Het volgende wat opvalt in het advies van Jitro is de bijna militaire taal: ‘stel aan.. oversten over vijftig, over veertig… over tien’. Dit is niet ‘natuurlijk’, zogezegd. Menselijke gemeenschappen zijn nu eenmaal niet wiskundig precies ingedeeld in groepen van tien, Verzamelingen mensen plegen veel toevalliger getallen aan te wijzen. Ook het ene volk Israël bestond uit een reeks van stammen, met stamoudsten (vs. 12!). De ervaring leert echter – en heeft ook aan de zeer ervaren bestuurder Jitro geleerd – dat die min of meer toevallige verzamelingen die in het leven samenkomen weinig geschikt zijn voor regelgeving en rechtspraak. Stamoudsten zullen opkomen voor hun eigen stam, en niet snel ‘zonder eigenbaat’ zijn: van hen wordt immers verwacht op te komen voor de baten van de clan. Dat is niet alleen in Afghanistan of Kongo zo, dat zien we hier om de hoek al. Het bestuurssysteem moet dus iets afstandelijks hebben, iets abstracts, iets wat ver van het leven lijkt: een organisatie in tientallen. Straks krijgen we verkiezingen, en het getouwtrek zal niet van de lucht zijn. Aan het ene kant het front tégen elke overheid, tégen de bureaucratie, tégen de regelgeving: vrij baan voor de vrije strijd van allen tegen allen, we maken zelf wel uit wat goed voor ons is. Aan de andere kant het pleidooi voor meer regulering, voor meer rechtsbescherming daarmee ook.

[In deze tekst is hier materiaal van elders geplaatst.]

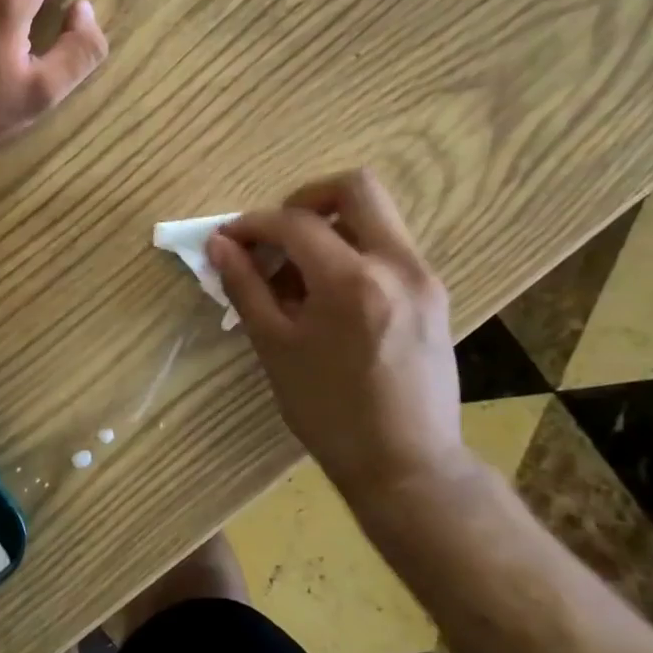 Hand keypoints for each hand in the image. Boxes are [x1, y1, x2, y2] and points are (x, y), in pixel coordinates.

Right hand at [208, 170, 466, 504]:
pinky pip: (388, 247)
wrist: (407, 465)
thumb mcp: (275, 347)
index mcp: (352, 280)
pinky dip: (353, 251)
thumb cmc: (329, 412)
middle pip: (355, 188)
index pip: (295, 222)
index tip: (229, 240)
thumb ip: (245, 286)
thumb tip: (219, 244)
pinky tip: (327, 295)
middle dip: (306, 199)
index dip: (253, 224)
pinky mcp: (433, 295)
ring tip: (297, 273)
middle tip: (276, 234)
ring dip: (330, 227)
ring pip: (375, 216)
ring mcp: (423, 277)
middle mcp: (397, 265) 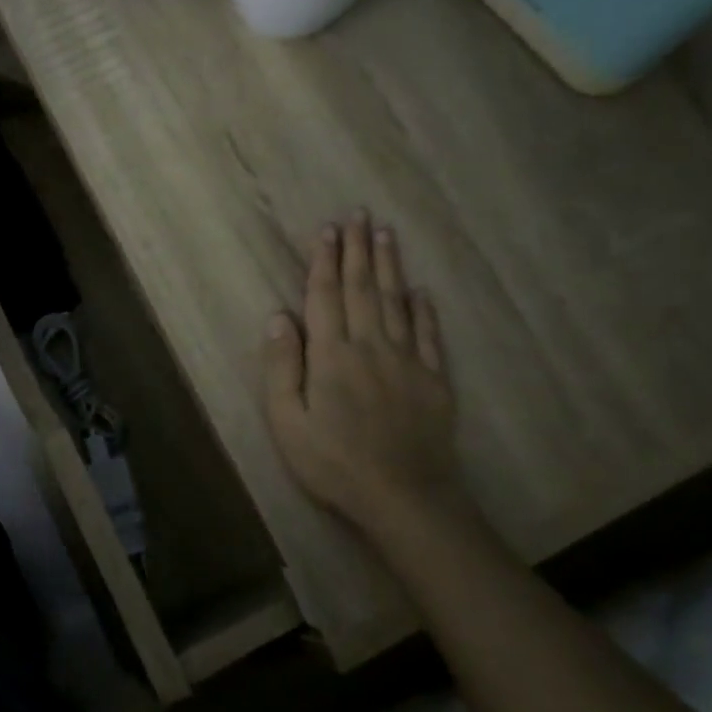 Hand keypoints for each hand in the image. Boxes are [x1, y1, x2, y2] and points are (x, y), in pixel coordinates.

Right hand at [264, 211, 470, 538]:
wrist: (404, 496)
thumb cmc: (334, 463)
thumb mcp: (289, 423)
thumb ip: (282, 368)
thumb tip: (278, 318)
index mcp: (332, 356)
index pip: (326, 296)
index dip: (325, 261)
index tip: (327, 229)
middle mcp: (370, 346)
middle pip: (363, 288)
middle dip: (357, 249)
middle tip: (358, 214)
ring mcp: (407, 361)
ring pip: (396, 301)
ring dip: (389, 265)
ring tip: (385, 233)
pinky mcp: (433, 379)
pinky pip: (428, 334)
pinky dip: (424, 308)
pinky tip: (421, 290) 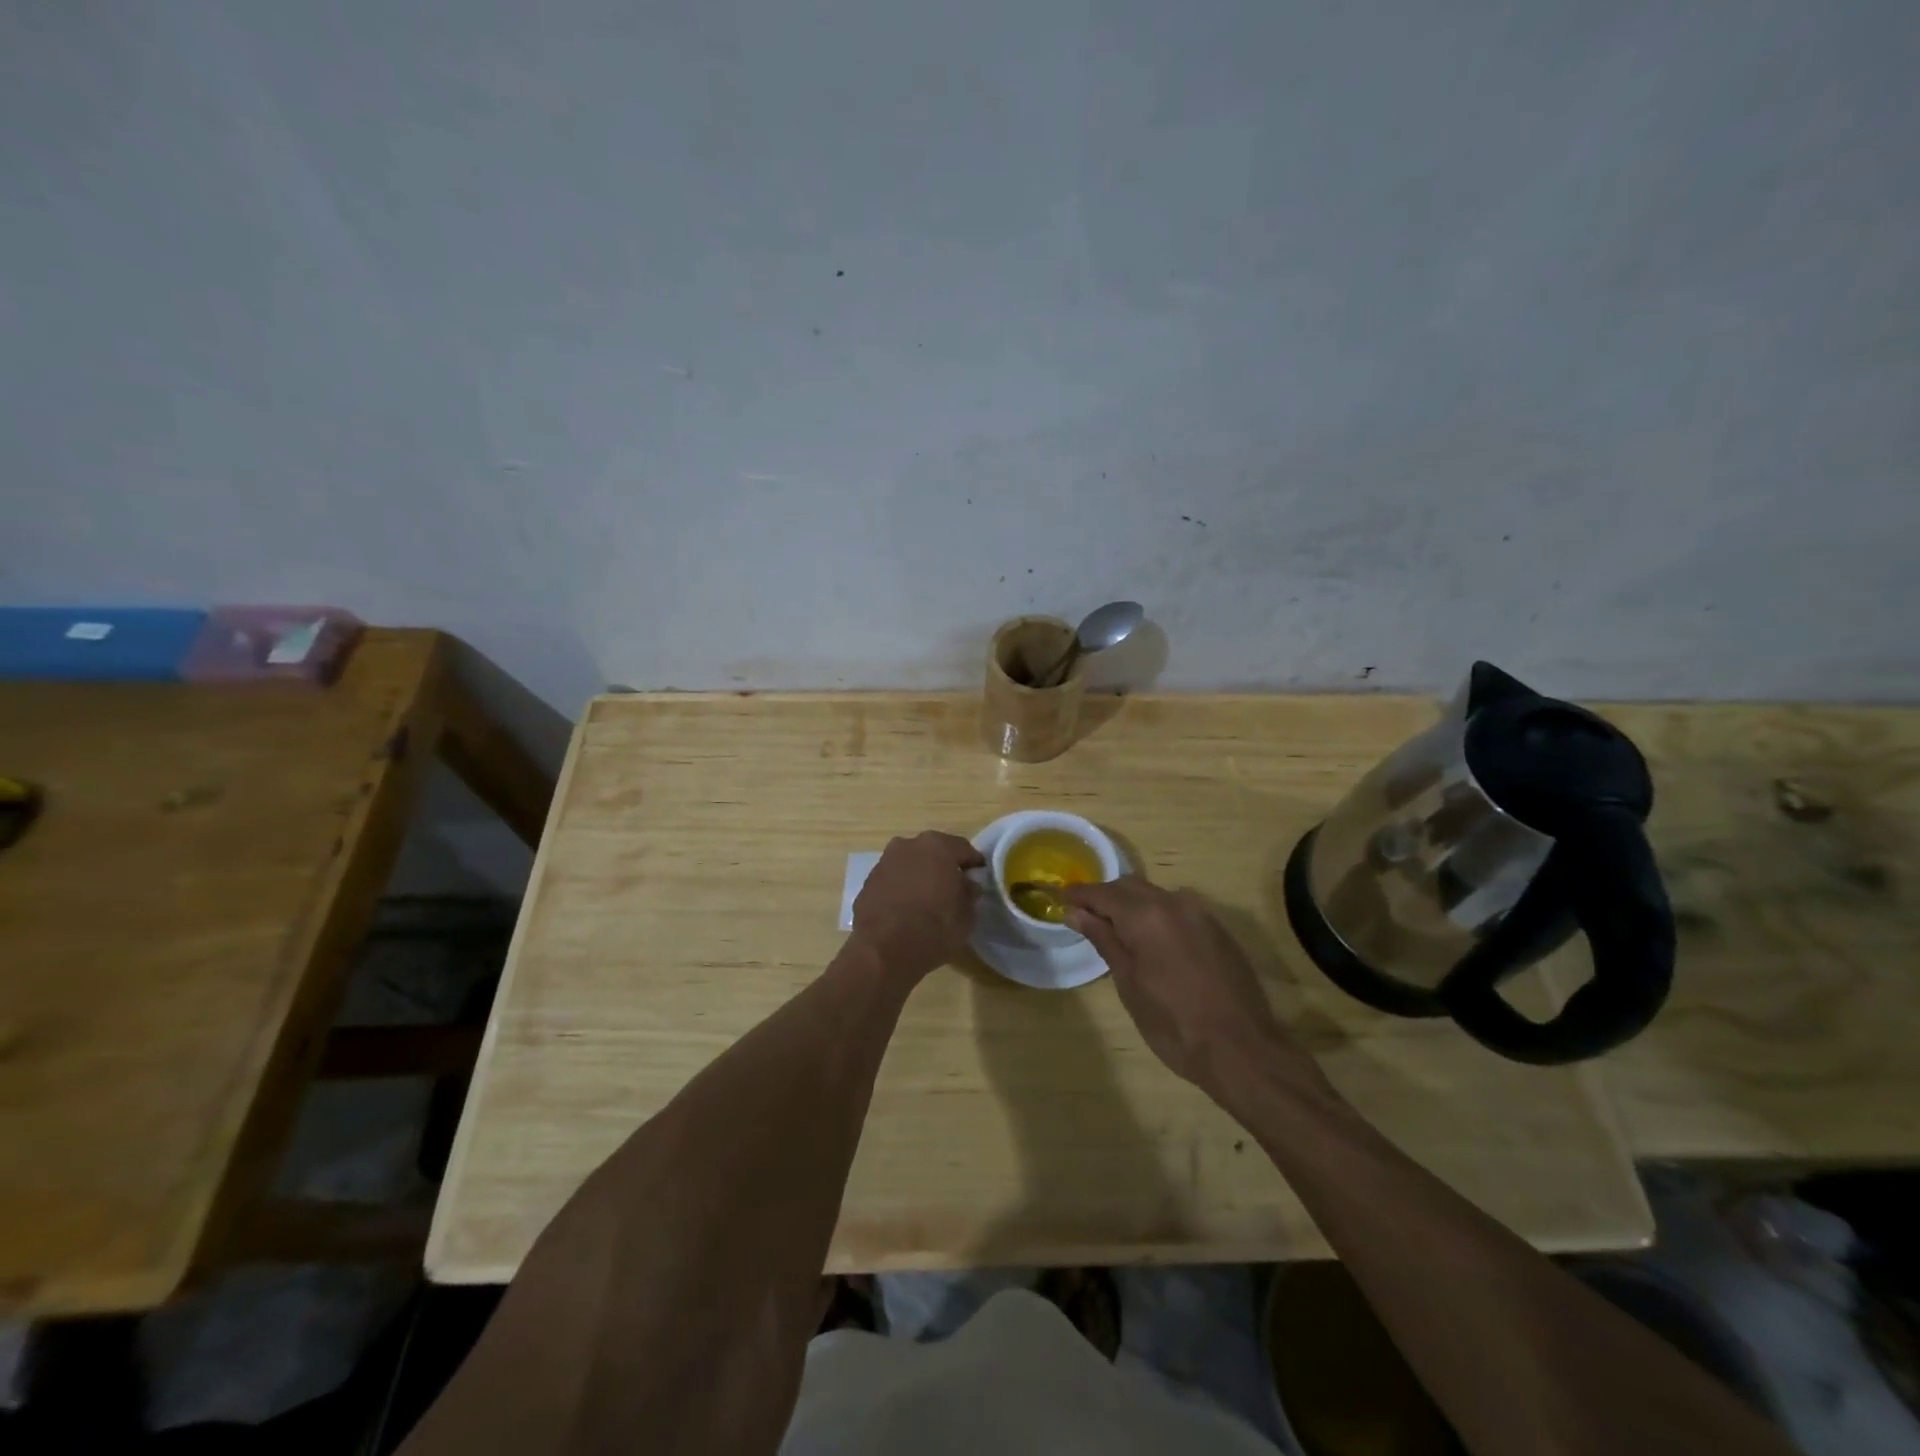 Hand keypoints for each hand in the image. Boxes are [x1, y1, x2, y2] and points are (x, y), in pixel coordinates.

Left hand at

Beide posities zijn met het menselijk leven gegeven, en dat soms de een, soms de ander de verkiezingen pleegt te winnen hangt er mee samen dat de ene positie de andere ook oproept. Relatief gesproken neemt Jitro het hier op voor de tweede positie: voor regulering, voor rechtsbescherming, voor het respect voor de wet. Bij een gemeenschap, die samen de moeizame tocht door de woestijn moet zien af te leggen, slaat die voorkeur ook ergens op. Als ze alles aan het vrije spel der krachten overlaat komt ze nooit ergens. Maar opnieuw: pas op! Deze voorkeur voor de wet is relatief, zeg ik. Jitro wil bovenal voorkomen dat de regulering van de menselijke twisten in het leven wordt vermengd met het perspectief dat Mozes biedt. Een politiek die inzet op meer rechtsbescherming kan zich maar beter niet in religieuze termen presenteren!

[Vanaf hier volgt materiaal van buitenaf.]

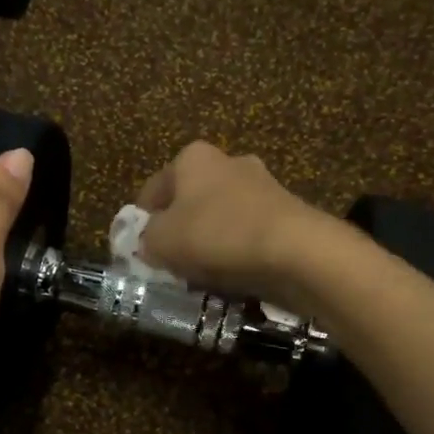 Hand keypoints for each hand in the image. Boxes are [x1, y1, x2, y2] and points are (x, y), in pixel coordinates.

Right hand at [137, 141, 332, 309]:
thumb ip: (146, 239)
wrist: (293, 250)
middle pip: (189, 201)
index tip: (140, 251)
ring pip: (220, 218)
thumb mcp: (161, 241)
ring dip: (209, 242)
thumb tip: (149, 243)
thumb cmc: (216, 235)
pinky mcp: (286, 212)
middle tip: (170, 264)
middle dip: (179, 231)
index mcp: (192, 158)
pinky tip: (233, 275)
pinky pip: (247, 234)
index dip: (141, 222)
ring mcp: (262, 185)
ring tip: (202, 275)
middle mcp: (228, 162)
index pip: (153, 189)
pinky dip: (237, 251) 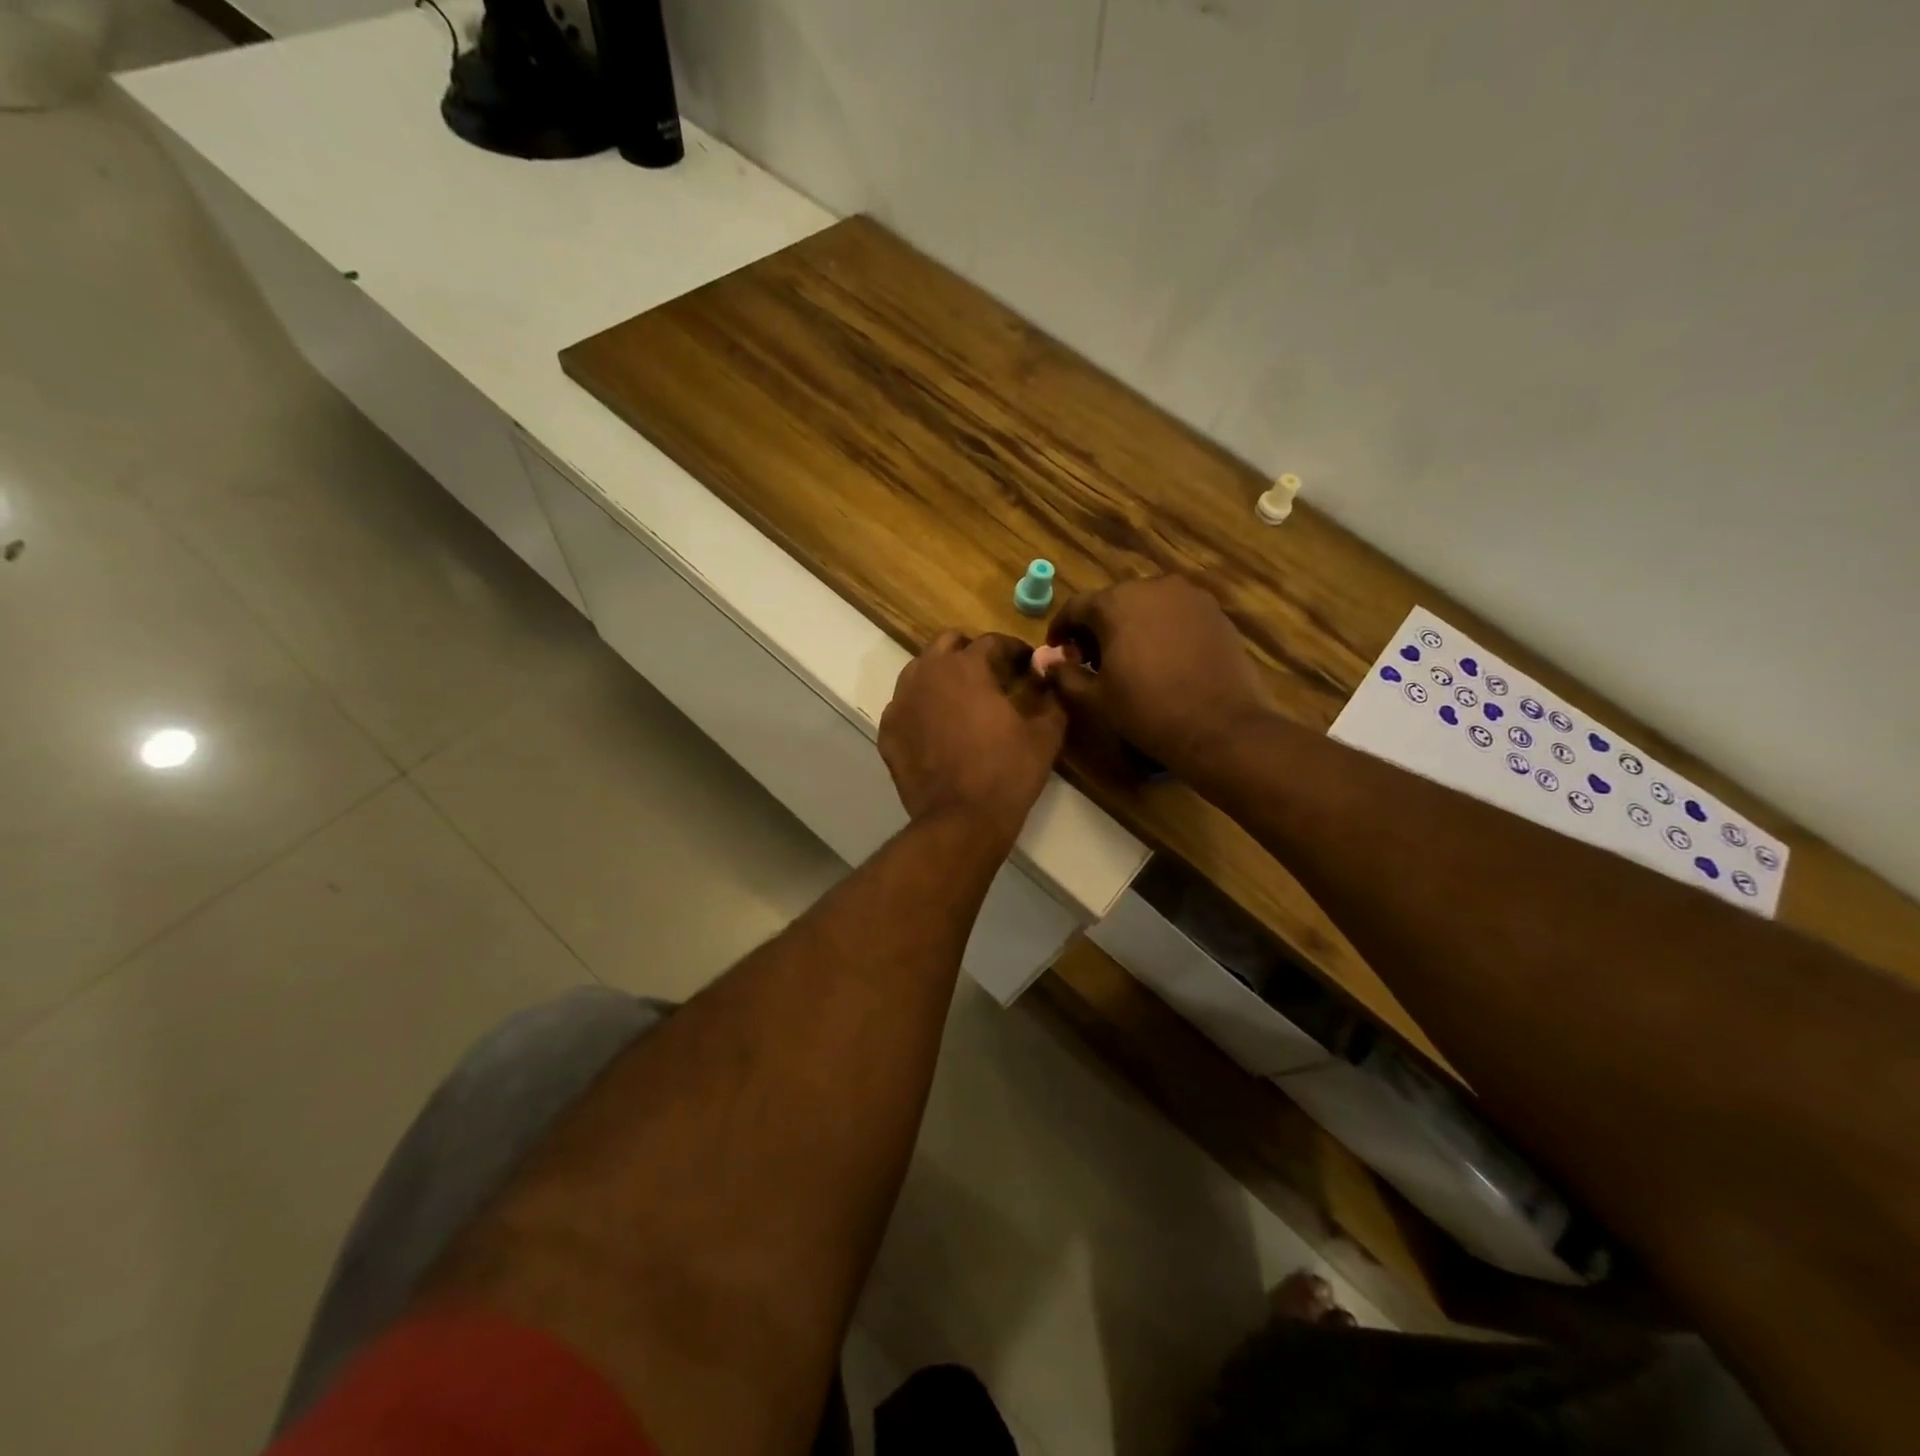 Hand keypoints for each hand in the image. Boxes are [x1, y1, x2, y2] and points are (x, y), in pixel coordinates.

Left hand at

Kortom: ‘elke grote zaak moeten ze bij jou brengen / en elke kleine zaak berechten zij zelf’ (vs. 22). Dat betekent dus niet: je hebt lagere rechtbanken en je hebt een hooggerechtshof, bestaande uit de persoon van Mozes zelf. Maar: je hebt zaken die voortkomen uit de twisten der mensen, en je hebt de gróte zaak waarvan het Heilig Onderricht van Mozes getuigt. In onze tekst kan die ‘grote’ zaak ook heten: de ‘harde’ zaak (vs. 26). Waarom is die zaak hard? Omdat het in déze zaak om niets minder gaat dan om het einde van alle ‘zaken’ die mensen elkaar in hun twistzucht aandoen, om niet minder dan om ‘het einde der Wet’ – geloofd zij U, Christus!

Aan het begin van zijn advies heeft Jitro gezegd: ‘hoor naar mijn stem – ik zal je raad geven’ (vs. 19a). Aan het slot staat er: ‘Mozes hoort naar de stem van zijn bruidsvader – hij heeft gedaan / al wat die heeft gezegd’ (vs. 24). Zalig zij, die dit woord horen en het bewaren. Amen.


[1] Lezing vanwege de ‘zondag van de goede herder’. Op deze tekst wordt in de overweging niet ingegaan. Waar ook Mozes een herder is (en wel van de schapen, hem door Jitro toevertrouwd, Ex. 3:1) kun je de thematiek van de hele preek ook opvatten als die van ‘het goede herderschap van Mozes’.